Drawn from my memoirs

[Yes – “Roundabout” ]
I remember the first time I walked into Tony’s, a few weeks after I moved into my little studio apartment, not far from Wrigley Field. I was just searching out my new neighborhood, trying to familiarize myself with various establishments, you know, just in case I needed to patronize one or two of them. I found a cute little 24-hour diner down the street that could be of service to my late night appetite.
Ah, but a few doors down, a revolving door. I was spellbound. All kinds of interesting people entering and exiting. Mostly, it seemed, members of the blue-collar world, a few with the white collar, but these folk mostly went in for the carryout.
As soon as I opened the door I knew: Past the carryout section, a fine silhouette of mug clashers and happy-go-lucky bar huggers pervaded my view. A graying man, tall and imposing, with short-sleeved white shirt stood sentry-like under the revolving Miller sign. During each revolution, its face reflected the “High Life.” I was mesmerized. I gathered speed and direction. Next to the lady dressed in black, I sat down. Great, a bar stool that spins. Just the way I like it. A 360-degree solution to my ever-present curiosity.
“What can I get you?” This voice, I know I heard it before. Nah, from some old war movie. One of the German Officers.
I spin my stool around. “How about a MGD?”
The second time I went to Tony’s it was early morning, probably around seven, too early to really do much anything else but have a few drinks. So, let the bell toll. I fell in love with the bell above the door, signaling either the arrival or departure of Tony’s beloved patronage.
For some odd reason, when I was sitting there on my stool, clutching religiously my chalice, er, mug and that bell rang, I was reminded of the movie, “It’s A Wonderful Life.” You know, towards the end, when the little girl says, “Every time you hear the bell, it means that your guardian angel had arrived.”
One night, with both boredom and thirst trying to harbor me in, I donned my shoes, grabbed my wallet and headed over to Tony’s.
On the second day of my patronage, I introduced myself to the bartender: “I’m Ricky and I’ll have a cranberry and vodka. Oh, and a beer.”
He kind of frowned and said, “You sures that whats you wants.” I didn’t know if I was hearing him right so I pushed my stool up closer to the bar.
“Pardon me,” I said.
“Youse wants a vodkas and cranberries and a beers.” I did hear right. This guy’s favorite letter of the alphabet is “s” and I’m getting a kick out of it.
“Yes, that’s what I wants, oops, want.” This could become contagious. I better get a hold of myself. Use “s” to pluralize and to possess.
“Okays thens, Oh, my names Pete’s.”
I extend my arm across the bar, offering a handshake, to make it official, to ensure him that I’m his new friend and as a friend, I am guaranteeing my return. Otherwise I’d remain a passing whim in the breeze, never to be seen or heard from again. But not this guy. The fact that this tavern has no jukebox, pool table, or any other distraction provides more the reason to make this my new hangout. Yes, this is the place.

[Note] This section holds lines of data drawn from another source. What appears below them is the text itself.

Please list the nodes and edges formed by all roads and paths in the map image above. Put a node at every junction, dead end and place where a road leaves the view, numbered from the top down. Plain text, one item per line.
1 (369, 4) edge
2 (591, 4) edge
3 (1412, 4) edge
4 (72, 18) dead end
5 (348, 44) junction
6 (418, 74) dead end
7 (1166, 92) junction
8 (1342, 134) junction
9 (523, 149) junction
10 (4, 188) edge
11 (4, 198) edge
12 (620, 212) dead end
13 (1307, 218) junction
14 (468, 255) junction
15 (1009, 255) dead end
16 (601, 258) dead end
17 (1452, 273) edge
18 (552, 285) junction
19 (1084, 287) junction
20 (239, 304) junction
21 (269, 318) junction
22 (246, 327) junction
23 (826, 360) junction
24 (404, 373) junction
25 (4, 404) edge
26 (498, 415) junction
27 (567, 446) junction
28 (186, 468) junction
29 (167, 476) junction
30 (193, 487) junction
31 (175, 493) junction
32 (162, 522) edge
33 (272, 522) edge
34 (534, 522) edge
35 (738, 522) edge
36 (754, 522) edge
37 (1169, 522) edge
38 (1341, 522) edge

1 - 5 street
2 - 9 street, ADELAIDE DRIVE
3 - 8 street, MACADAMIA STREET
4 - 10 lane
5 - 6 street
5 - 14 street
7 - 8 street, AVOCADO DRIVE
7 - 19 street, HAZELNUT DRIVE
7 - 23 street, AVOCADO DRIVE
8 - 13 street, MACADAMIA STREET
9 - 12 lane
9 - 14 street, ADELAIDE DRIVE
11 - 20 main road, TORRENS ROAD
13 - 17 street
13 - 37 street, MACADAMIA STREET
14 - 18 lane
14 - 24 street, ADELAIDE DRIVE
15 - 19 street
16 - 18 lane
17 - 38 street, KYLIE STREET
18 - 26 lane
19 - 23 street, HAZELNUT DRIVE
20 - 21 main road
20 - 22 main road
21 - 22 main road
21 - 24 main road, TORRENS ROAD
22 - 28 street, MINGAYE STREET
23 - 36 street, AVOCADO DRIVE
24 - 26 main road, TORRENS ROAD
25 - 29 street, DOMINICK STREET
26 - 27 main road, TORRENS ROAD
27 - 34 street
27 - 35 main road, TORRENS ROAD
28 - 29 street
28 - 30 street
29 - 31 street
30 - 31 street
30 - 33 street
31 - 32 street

“Pete, let me buy you a drink.”
“That’s okays. Thank youse though.”
One night after work (been working at my new job for two weeks), Tony had on the television a running of the bulls – The Chicago Bulls. They were vying for the ring, playing against the dreaded Lakers. The Bulls were over-due, as was their perpetual hero – Michael Jordan. Before this night, I never paid much attention to basketball. I was never a fan, didn’t find much excitement in the game. For a long time, I was a fan of baseball, particularly my beloved Chicago Cubs.
(Please Continue)

The venerable Wrigley Field was down the street from my high school, Lane Tech. Across from Lane Tech., WGN Studios. When I was a sophomore at Lane I saw Bozo Circus. Bozo was blinking his eyes at me and my other long-haired friends. As was Mr. Ned (the ring master) and Cookie the Clown. Little did they know, that before me and my friends entered their circus, we had ingested a bunch of purple microdot. That is LSD, my friends.

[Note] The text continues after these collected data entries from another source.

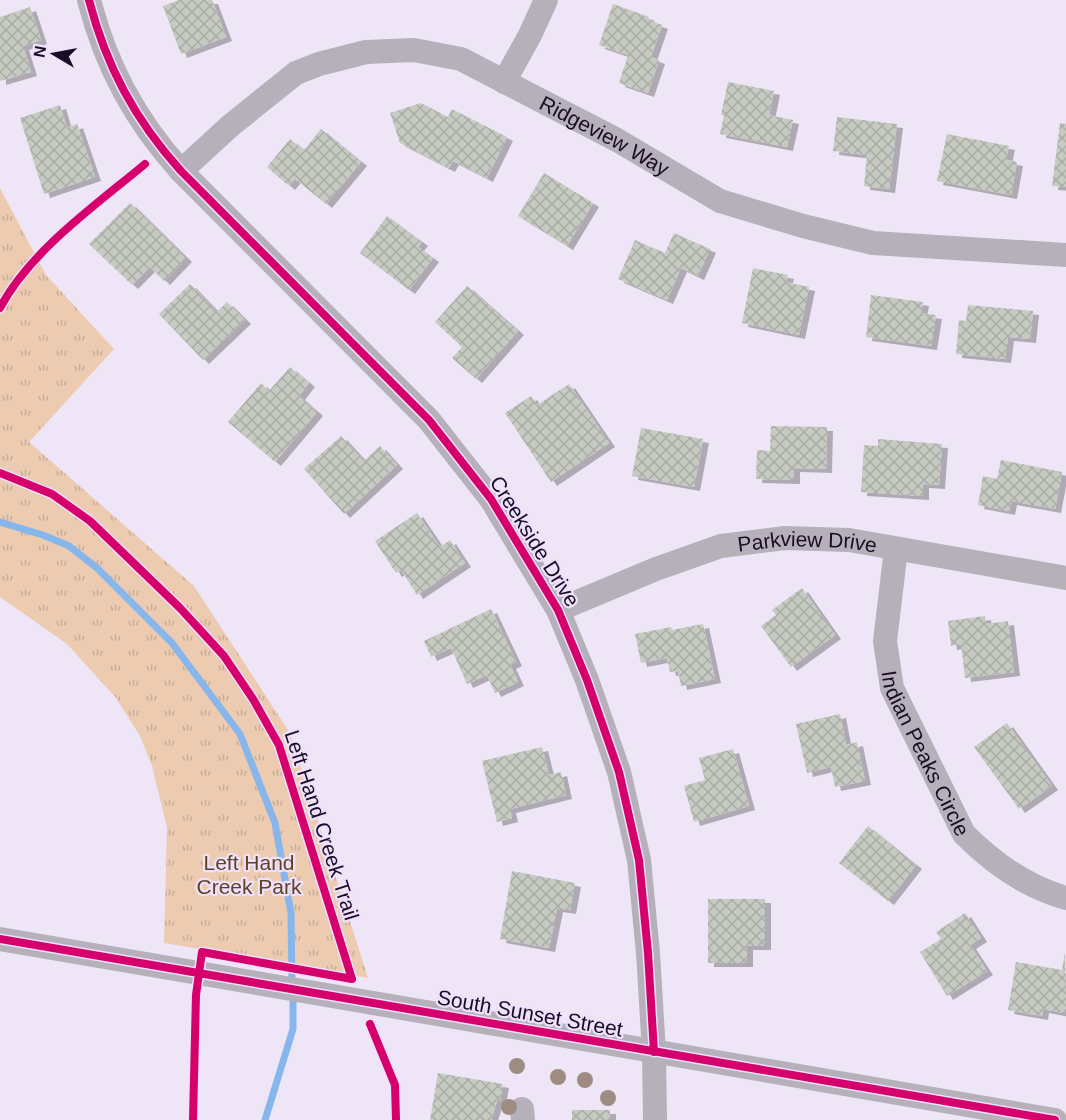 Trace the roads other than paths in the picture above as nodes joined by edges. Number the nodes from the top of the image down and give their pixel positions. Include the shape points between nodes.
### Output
1 (88, 0) edge
2 (546, 0) edge
3 (504, 82) junction
4 (181, 171) junction
5 (1066, 255) edge
6 (896, 549) junction
7 (1066, 578) edge
8 (558, 610) junction
9 (1066, 898) edge
10 (0, 939) edge
11 (654, 1052) junction
12 (655, 1120) edge
13 (1055, 1120) edge

1 - 4 street, Creekside Drive via 111,69 156,141
2 - 3 street
3 - 4 street, Ridgeview Way via 461,59 414,50 366,52 319,63 296,73
3 - 5 street, Ridgeview Way via 617,140 720,201 873,243
4 - 8 street, Creekside Drive via 429,420 492,499
6 - 7 street, Parkview Drive
6 - 8 street, Parkview Drive via 849,540 785,538 721,546
6 - 9 street, Indian Peaks Circle via 885,641 892,688 964,834 1015,876
8 - 11 street, Creekside Drive via 619,772 639,860
10 - 11 street, South Sunset Street
11 - 12 street, Creekside Drive
11 - 13 street, South Sunset Street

Wrigley Field, for all its intents and purposes, hadn’t housed a champion team for decades. But what it did offer was atmosphere. Beautiful, open-aired and ivied, Wrigley was the place to be on a warm-aired summer day. I was more prone to watching the halter-topped babes than the players on the field. Those fine lasses caught my eye more than the hapless Cubs caught the ball, providing me reason to return to Wrigley time and time again. Ah, and of course, the cold Budweisers, which helped propel me to an early exit a few times. The security guards had to escort me out because I was too loud and obnoxious. They couldn’t understand how I could have possibly been so drunk on a few buds. Little did they know that I also had under my belt about a fifth of vodka and grapefruit juice.
As I sat down at the bar, Tony, more animated than his usual stern self, put in front of me a shot of Hennessey and a tall boy. “On me,” he smiled. He danced away and repeated his generous gestures with the other freshly entered patrons, a few who I had known, a couple of others who were fresh-faced and unrecognized.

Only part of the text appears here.